Maybe this sort of step-by-step guide with handy screenshots/videos already exists, but if so, I wasn't sure where.  I know the Near Infinity wiki exists, but it doesn't seem newbie-friendly.  It's a reference manual but not a step-by-step guide for these, at least from what I can tell.  These are at least some of the things that are useful for new modders to know and for modders in general to be able to reference quickly.

-Add new items and edit some existing items.

-Change what services and items a vendor has.

-Adding and editing containers on a map and the contents and boundaries of these containers.

-Making and editing NPCs, recruitable and not.
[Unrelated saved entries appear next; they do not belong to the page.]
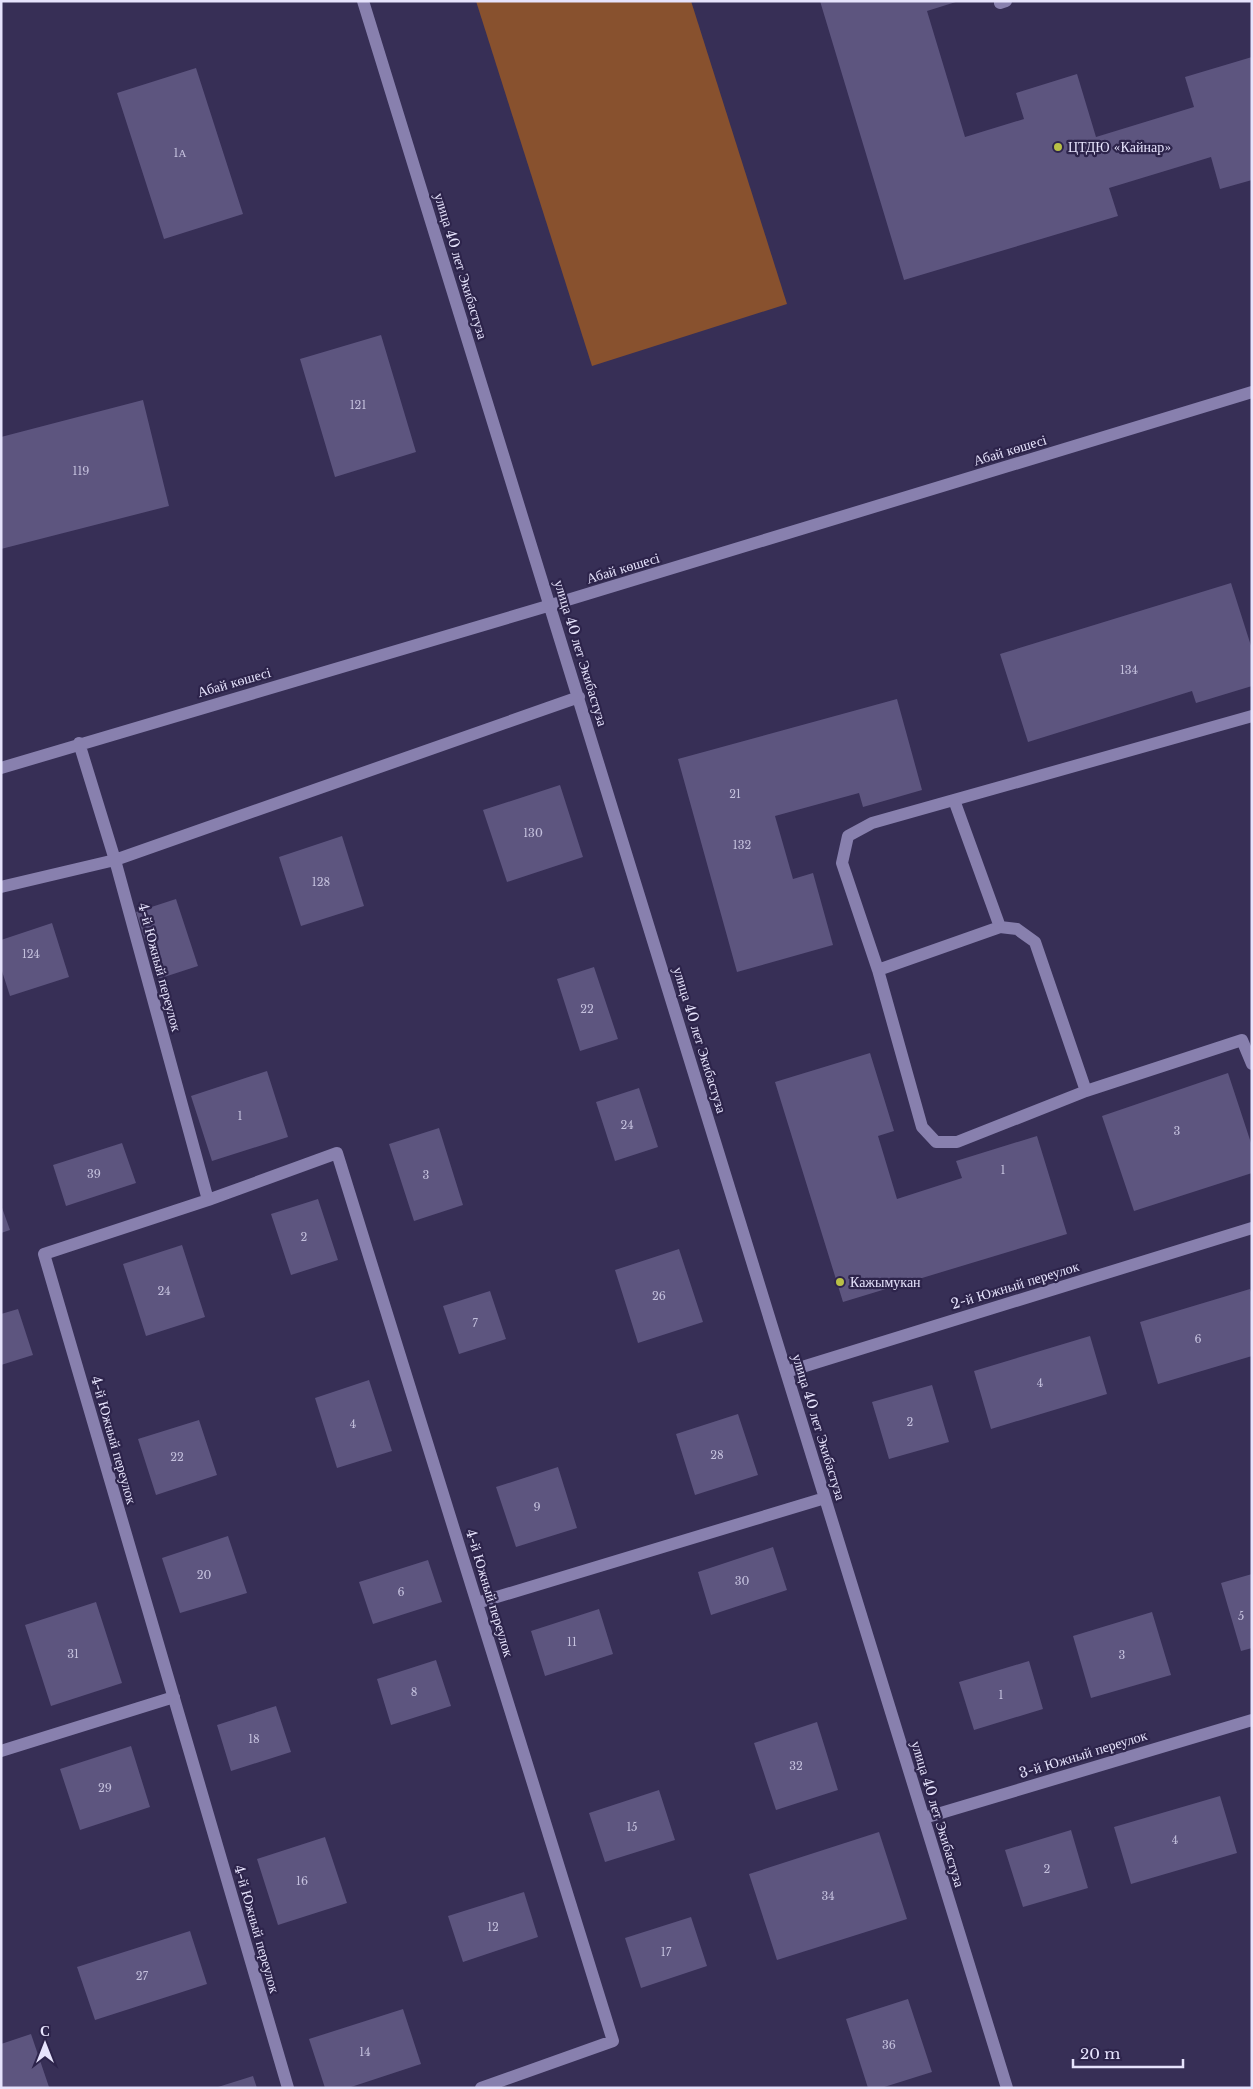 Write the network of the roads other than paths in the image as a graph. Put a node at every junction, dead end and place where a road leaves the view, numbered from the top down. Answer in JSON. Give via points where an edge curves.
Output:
{"nodes":[{"id":1,"x":363,"y":1,"type":"edge"},
{"id":2,"x":1252,"y":392,"type":"edge"},
{"id":3,"x":551,"y":605,"type":"junction"},
{"id":4,"x":579,"y":697,"type":"junction"},
{"id":5,"x":1252,"y":716,"type":"edge"},
{"id":6,"x":79,"y":744,"type":"junction"},
{"id":7,"x":1,"y":768,"type":"edge"},
{"id":8,"x":954,"y":800,"type":"junction"},
{"id":9,"x":116,"y":860,"type":"junction"},
{"id":10,"x":1,"y":887,"type":"edge"},
{"id":11,"x":1000,"y":927,"type":"junction"},
{"id":12,"x":878,"y":970,"type":"junction"},
{"id":13,"x":1247,"y":1038,"type":"edge"},
{"id":14,"x":1252,"y":1064,"type":"edge"},
{"id":15,"x":1086,"y":1091,"type":"junction"},
{"id":16,"x":208,"y":1200,"type":"junction"},
{"id":17,"x":1252,"y":1228,"type":"edge"},
{"id":18,"x":786,"y":1372,"type":"junction"},
{"id":19,"x":826,"y":1498,"type":"junction"},
{"id":20,"x":477,"y":1603,"type":"junction"},
{"id":21,"x":174,"y":1697,"type":"junction"},
{"id":22,"x":1252,"y":1720,"type":"edge"},
{"id":23,"x":1,"y":1751,"type":"edge"},
{"id":24,"x":924,"y":1818,"type":"junction"},
{"id":25,"x":288,"y":2088,"type":"edge"},
{"id":26,"x":481,"y":2088,"type":"edge"},
{"id":27,"x":1007,"y":2088,"type":"edge"}],
"edges":[{"from":1,"to":3,"type":"street","name":"улица 40 лет Экибастуза"},
{"from":2,"to":3,"type":"street","name":"Абай көшесі"},
{"from":3,"to":4,"type":"street","name":"улица 40 лет Экибастуза"},
{"from":3,"to":6,"type":"street","name":"Абай көшесі"},
{"from":4,"to":9,"type":"street"},
{"from":4,"to":18,"type":"street","name":"улица 40 лет Экибастуза"},
{"from":5,"to":8,"type":"street"},
{"from":6,"to":7,"type":"street","name":"Абай көшесі"},
{"from":6,"to":9,"type":"street","name":"4-й Южный переулок"},
{"from":8,"to":11,"type":"street"},
{"from":8,"to":12,"type":"street","via":[[872,823],[848,836],[842,863]]},
{"from":9,"to":10,"type":"street"},
{"from":9,"to":16,"type":"street","name":"4-й Южный переулок"},
{"from":11,"to":12,"type":"street"},
{"from":11,"to":15,"type":"street","via":[[1017,929],[1035,942]]},
{"from":12,"to":15,"type":"street","via":[[922,1127],[936,1142],[957,1142]]},
{"from":13,"to":14,"type":"street"},
{"from":13,"to":15,"type":"street"},
{"from":16,"to":20,"type":"street","name":"4-й Южный переулок","via":[[337,1153]]},
{"from":16,"to":21,"type":"street","name":"4-й Южный переулок","via":[[44,1254]]},
{"from":17,"to":18,"type":"street","name":"2-й Южный переулок"},
{"from":18,"to":19,"type":"street","name":"улица 40 лет Экибастуза"},
{"from":19,"to":20,"type":"street"},
{"from":19,"to":24,"type":"street","name":"улица 40 лет Экибастуза"},
{"from":20,"to":26,"type":"street","name":"4-й Южный переулок","via":[[613,2040]]},
{"from":21,"to":23,"type":"street"},
{"from":21,"to":25,"type":"street","name":"4-й Южный переулок"},
{"from":22,"to":24,"type":"street","name":"3-й Южный переулок"},
{"from":24,"to":27,"type":"street","name":"улица 40 лет Экибастуза"}]}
-Adding and editing dialog.

-Adding and editing spells.

-Adding and editing kits.

-Adding and editing creatures' stats/abilities and animations.
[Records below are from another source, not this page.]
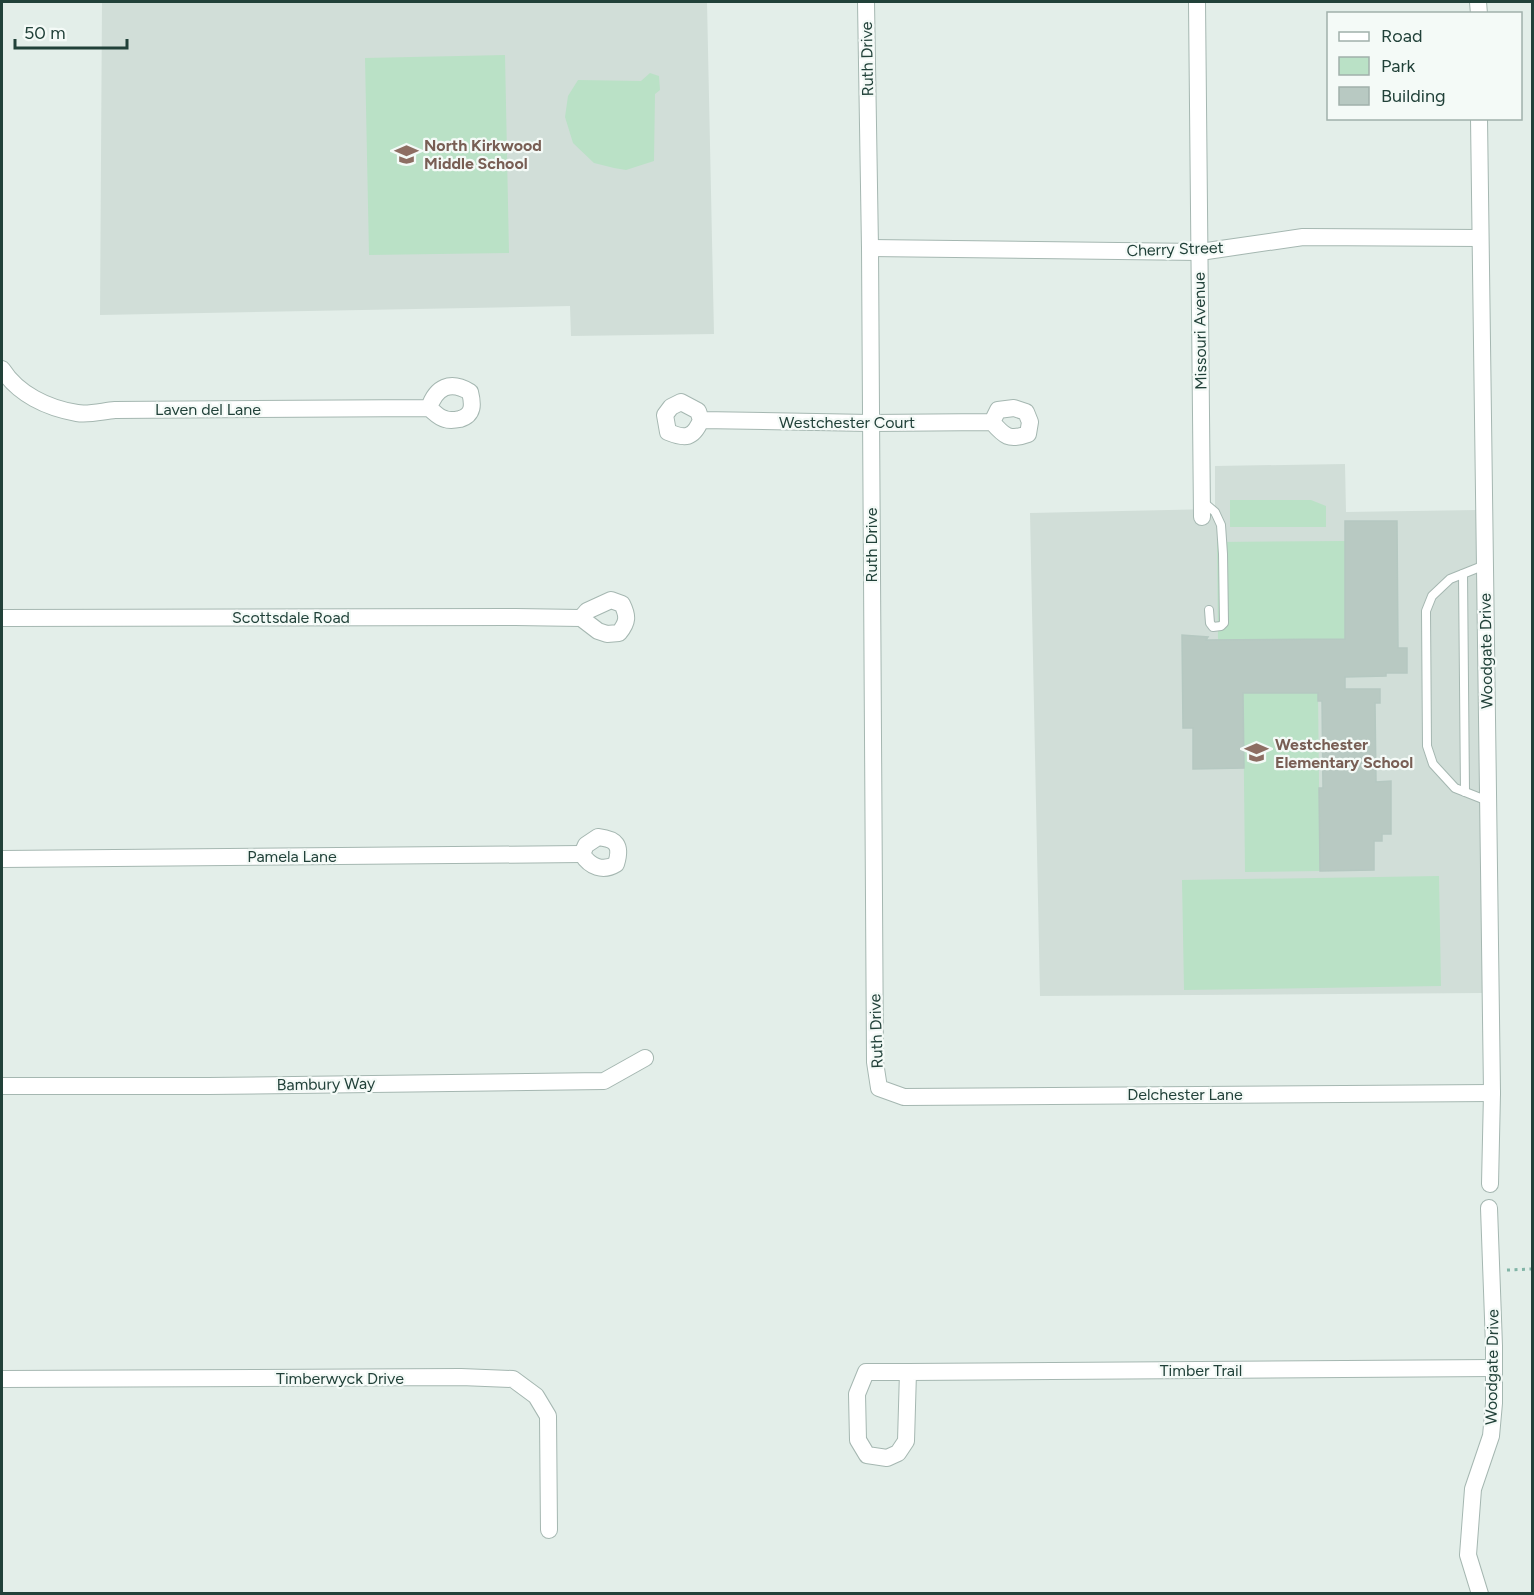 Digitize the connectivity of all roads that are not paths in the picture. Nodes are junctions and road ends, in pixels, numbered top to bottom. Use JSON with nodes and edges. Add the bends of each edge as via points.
{"nodes":[{"id":1,"x":866,"y":2,"type":"edge"},
{"id":2,"x":1197,"y":2,"type":"edge"},
{"id":3,"x":1479,"y":120,"type":"edge"},
{"id":4,"x":1480,"y":238,"type":"junction"},
{"id":5,"x":870,"y":249,"type":"junction"},
{"id":6,"x":1200,"y":252,"type":"junction"},
{"id":7,"x":2,"y":369,"type":"edge"},
{"id":8,"x":429,"y":408,"type":"dead end"},
{"id":9,"x":702,"y":420,"type":"dead end"},
{"id":10,"x":992,"y":422,"type":"dead end"},
{"id":11,"x":870,"y":423,"type":"junction"},
{"id":12,"x":1202,"y":509,"type":"joint"},
{"id":13,"x":1485,"y":565,"type":"junction"},
{"id":14,"x":1463,"y":574,"type":"junction"},
{"id":15,"x":1209,"y":610,"type":"dead end"},
{"id":16,"x":2,"y":618,"type":"edge"},
{"id":17,"x":581,"y":618,"type":"dead end"},
{"id":18,"x":1465,"y":792,"type":"junction"},
{"id":19,"x":1488,"y":801,"type":"junction"},
{"id":20,"x":582,"y":854,"type":"dead end"},
{"id":21,"x":2,"y":859,"type":"edge"},
{"id":22,"x":645,"y":1058,"type":"dead end"},
{"id":23,"x":2,"y":1086,"type":"edge"},
{"id":24,"x":879,"y":1088,"type":"joint"},
{"id":25,"x":1492,"y":1093,"type":"junction"},
{"id":26,"x":1490,"y":1184,"type":"dead end"},
{"id":27,"x":1489,"y":1208,"type":"dead end"},
{"id":28,"x":1494,"y":1368,"type":"junction"},
{"id":29,"x":908,"y":1372,"type":"junction"},
{"id":30,"x":2,"y":1379,"type":"edge"},
{"id":31,"x":549,"y":1530,"type":"dead end"},
{"id":32,"x":1480,"y":1593,"type":"edge"}],
"edges":[{"from":1,"to":5,"type":"street","name":"Ruth Drive"},
{"from":2,"to":6,"type":"street","name":"Missouri Avenue"},
{"from":3,"to":4,"type":"street","name":"Woodgate Drive"},
{"from":4,"to":6,"type":"street","name":"Cherry Street","via":[[1303,237]]},
{"from":4,"to":13,"type":"street","name":"Woodgate Drive"},
{"from":5,"to":6,"type":"street","name":"Cherry Street"},
{"from":5,"to":11,"type":"street","name":"Ruth Drive"},
{"from":6,"to":12,"type":"street","name":"Missouri Avenue"},
{"from":7,"to":8,"type":"street","name":"Laven del Lane","via":[[26,395],[79,413]]},
{"from":9,"to":11,"type":"street","name":"Westchester Court"},
{"from":10,"to":11,"type":"street","name":"Westchester Court"},
{"from":11,"to":24,"type":"street","name":"Ruth Drive","via":[[875,1062]]},
{"from":12,"to":15,"type":"lane","via":[[1215,512],[1221,525],[1221,626],[1213,627]]},
{"from":13,"to":14,"type":"lane"},
{"from":13,"to":19,"type":"street","name":"Woodgate Drive"},
{"from":14,"to":18,"type":"lane"},
{"from":14,"to":18,"type":"lane","via":[[1450,579],[1432,596],[1426,611],[1427,746],[1433,764],[1455,788]]},
{"from":16,"to":17,"type":"street","name":"Scottsdale Road"},
{"from":18,"to":19,"type":"lane"},
{"from":19,"to":25,"type":"street","name":"Woodgate Drive"},
{"from":20,"to":21,"type":"street","name":"Pamela Lane"},
{"from":22,"to":23,"type":"street","name":"Bambury Way","via":[[604,1081]]},
{"from":24,"to":25,"type":"street","name":"Delchester Lane","via":[[904,1097]]},
{"from":25,"to":26,"type":"street","name":"Woodgate Drive"},
{"from":27,"to":28,"type":"street","name":"Woodgate Drive"},
{"from":28,"to":29,"type":"street","name":"Timber Trail"},
{"from":28,"to":32,"type":"street","name":"Woodgate Drive","via":[[1491,1436],[1473,1489],[1468,1555]]},
{"from":29,"to":29,"type":"street","name":"Timber Trail","via":[[866,1372],[857,1394],[858,1440],[867,1455],[887,1458],[898,1453],[906,1441]]},
{"from":30,"to":31,"type":"street","name":"Timberwyck Drive","via":[[513,1379],[536,1396],[548,1416]]}]}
-Adding and editing PC paperdoll sprites and animations, like to add new types of equippable items and recolored/retextured versions of existing ones.

-Adding EE & EET support to a mod that doesn't already have one.

-How to determine what game versions a mod is compatible with (BGT, BG2EE, EET 2.5, 2.6, etc.)

-Packaging a mod with a WeiDU installer of a specific version.

-How to find and fix bugs.

-Whatever else you believe is wise for people with NO IE MODDING EXPERIENCE to know that's likely useful to making such mods.

Thankee!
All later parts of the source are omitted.